Assignment scoring

Hi,
In order to understand how the assignment scoring system works I made some assumptions ( in no particular order)
1 Assignment produces correct output.
2 Formulae are interpreted correctly.
3 Instructions and guidance followed accurately.
4 Coding is precisely the same and in the same sequence as a ‘master’ or template.
5 Variables are assigned in the same sequence as the template.
Can you advise if this is correct or if there are other criteria, please?
Regards
Ian

I am not sure I understand the question, but I think you are heavily “over assuming” here. With the disclaimer that I do not have any visibility into the actual mechanisms of the grader, here’s how I believe it works (based on quite a bit of actual experience and observation):

It runs all your functions from the notebook individually with its own test cases, which may well be different than the test cases in the notebook. It judges success only by whether the answers your code generates on those test cases agree or not with the “known correct” answers that it uses as the standard.
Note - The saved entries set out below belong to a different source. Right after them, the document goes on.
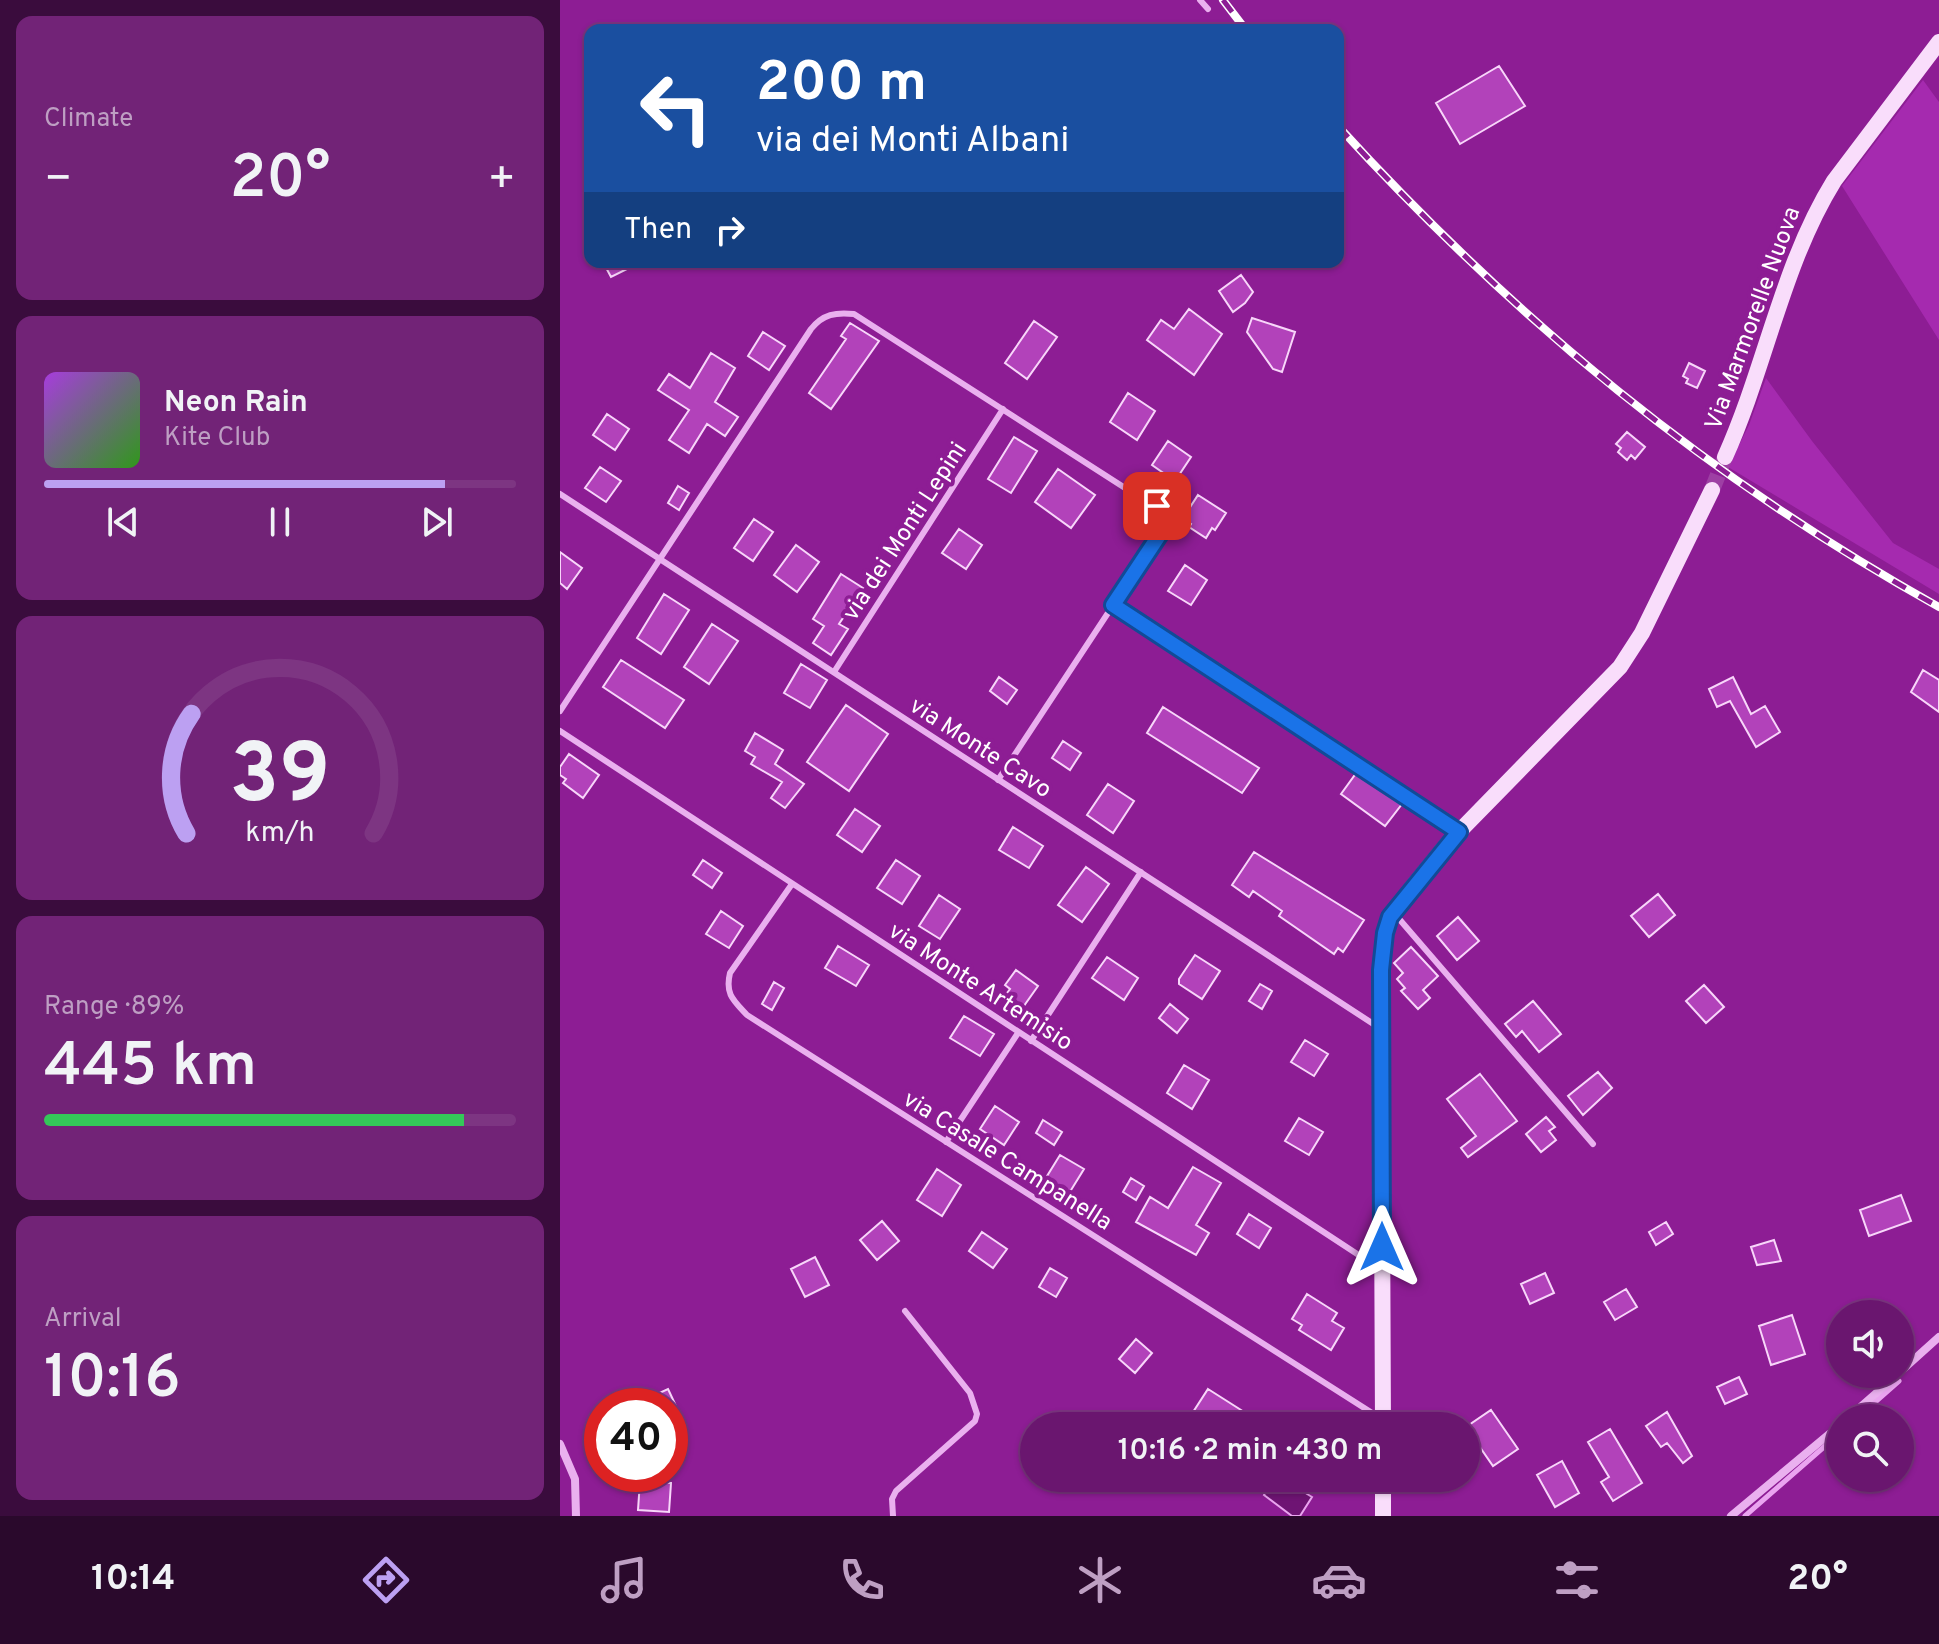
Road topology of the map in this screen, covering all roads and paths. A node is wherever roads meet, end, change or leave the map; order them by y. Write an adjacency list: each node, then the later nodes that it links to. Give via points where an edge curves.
1 (1200, 0): 2 (lane)
2 (1208, 9)
3 (1939, 42): 5 (street, Via Marmorelle Nuova, via 1820,204)
4 (1003, 409): 8 (lane, via 854,314 829,314 811,329); 9 (lane, via 1164,513 1162,531); 10 (lane, via dei Monti Lepini)
5 (1725, 457)
6 (1712, 490): 14 (street, via 1620,667)
7 (560, 494): 8 (lane, via Monte Cavo)
8 (661, 560): 10 (lane, via Monte Cavo); 11 (lane)
9 (1113, 605): 13 (lane); 14 (lane)
10 (834, 672): 13 (lane, via Monte Cavo)
11 (560, 711)
12 (560, 731): 16 (lane, via Monte Artemisio)
13 (998, 780): 15 (lane, via Monte Cavo)
14 (1459, 832): 17 (street)
15 (1141, 872): 18 (lane, via Monte Cavo); 20 (lane)
16 (792, 884): 19 (lane, via Monte Artemisio); 21 (lane, via Casale Campanella, via 730,973 732,999 747,1015)
17 (1393, 913): 18 (street, via 1383,947); 22 (lane)
18 (1382, 1029): 23 (street)
19 (1018, 1033): 20 (lane, via Monte Artemisio); 21 (lane)
20 (1031, 1041): 23 (lane, via Monte Artemisio)
21 (946, 1142): 29 (lane, via Casale Campanella)
22 (1593, 1144)
23 (1382, 1271): 30 (street)
24 (905, 1311): 35 (lane, via 970,1393 977,1414 896,1491)
25 (1939, 1337): 26 (street)
26 (1914, 1360)
27 (1882, 1388): 28 (street)
28 (1864, 1404)
29 (1366, 1412)
30 (1383, 1412)
31 (1826, 1437): 37 (street)
32 (560, 1444): 34 (street, via 575,1479)
33 (1383, 1492): 36 (street)
34 (576, 1516)
35 (893, 1516)
36 (1383, 1516)
37 (1731, 1516)

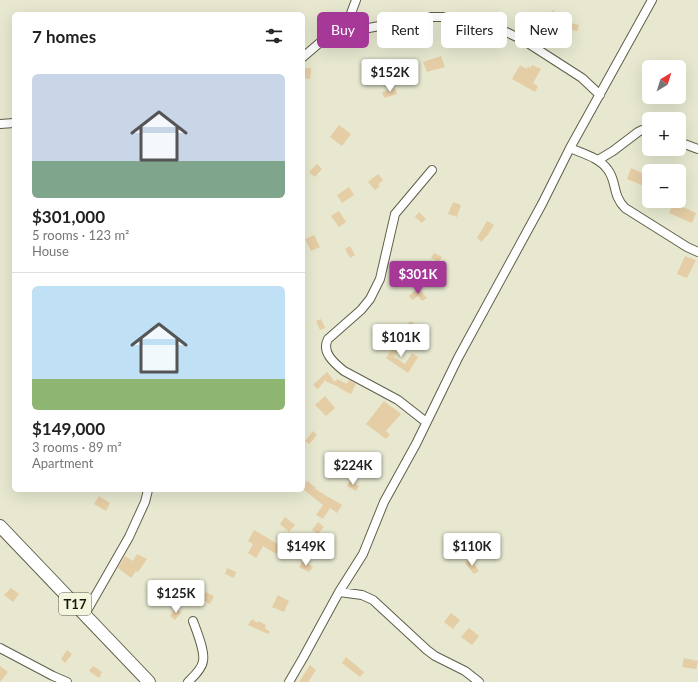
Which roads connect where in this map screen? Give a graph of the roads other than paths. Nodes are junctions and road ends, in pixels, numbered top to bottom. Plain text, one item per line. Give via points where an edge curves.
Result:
1 (356, 0) edge
2 (652, 0) edge
3 (352, 12) edge
4 (369, 27) edge
5 (317, 45) edge
6 (305, 55) edge
7 (600, 96) junction
8 (12, 123) edge
9 (0, 124) edge
10 (642, 130) edge
11 (686, 145) edge
12 (570, 148) junction
13 (698, 149) edge
14 (598, 160) junction
15 (432, 170) dead end
16 (698, 252) edge
17 (426, 422) junction
18 (148, 492) edge
19 (0, 526) edge
20 (339, 592) junction
21 (85, 614) junction
22 (193, 621) dead end
23 (0, 648) edge
24 (469, 679) edge
25 (67, 682) edge
26 (149, 682) edge
27 (188, 682) edge
28 (289, 682) edge
29 (479, 682) edge

1 - 3 street
2 - 7 street
4 - 7 street via 425,17 445,17 504,31 523,40 582,78
5 - 6 street
7 - 12 street
8 - 9 street
10 - 14 street
11 - 13 street
12 - 14 street
12 - 17 street
14 - 16 street via 609,171 619,202 625,208
15 - 17 street via 395,214 380,280 370,299 328,339 325,349 337,366 398,400
17 - 20 street via 384,502 363,554
18 - 21 street via 129,537
19 - 21 main road, T17
20 - 24 street via 368,597 427,650 453,664
20 - 28 street
21 - 26 main road, T17
22 - 27 street via 203,652 203,661
23 - 25 street
24 - 29 street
That’s it. It does not care how many lines of code you write, whether your code is vectorized or not or any other particulars of how you wrote the code. It literally does not do any source code analysis: it just runs the code and checks the results.

Note an important logical conclusion one can draw from the above:

Passing all the tests in the notebook is a necessary, but not sufficient, condition to get full points from the grader. In many cases there is only one test in the notebook, so it’s still possible to pass those local tests with code that is not “general” e.g. by hard-coding dimensions, referencing global variables and the like.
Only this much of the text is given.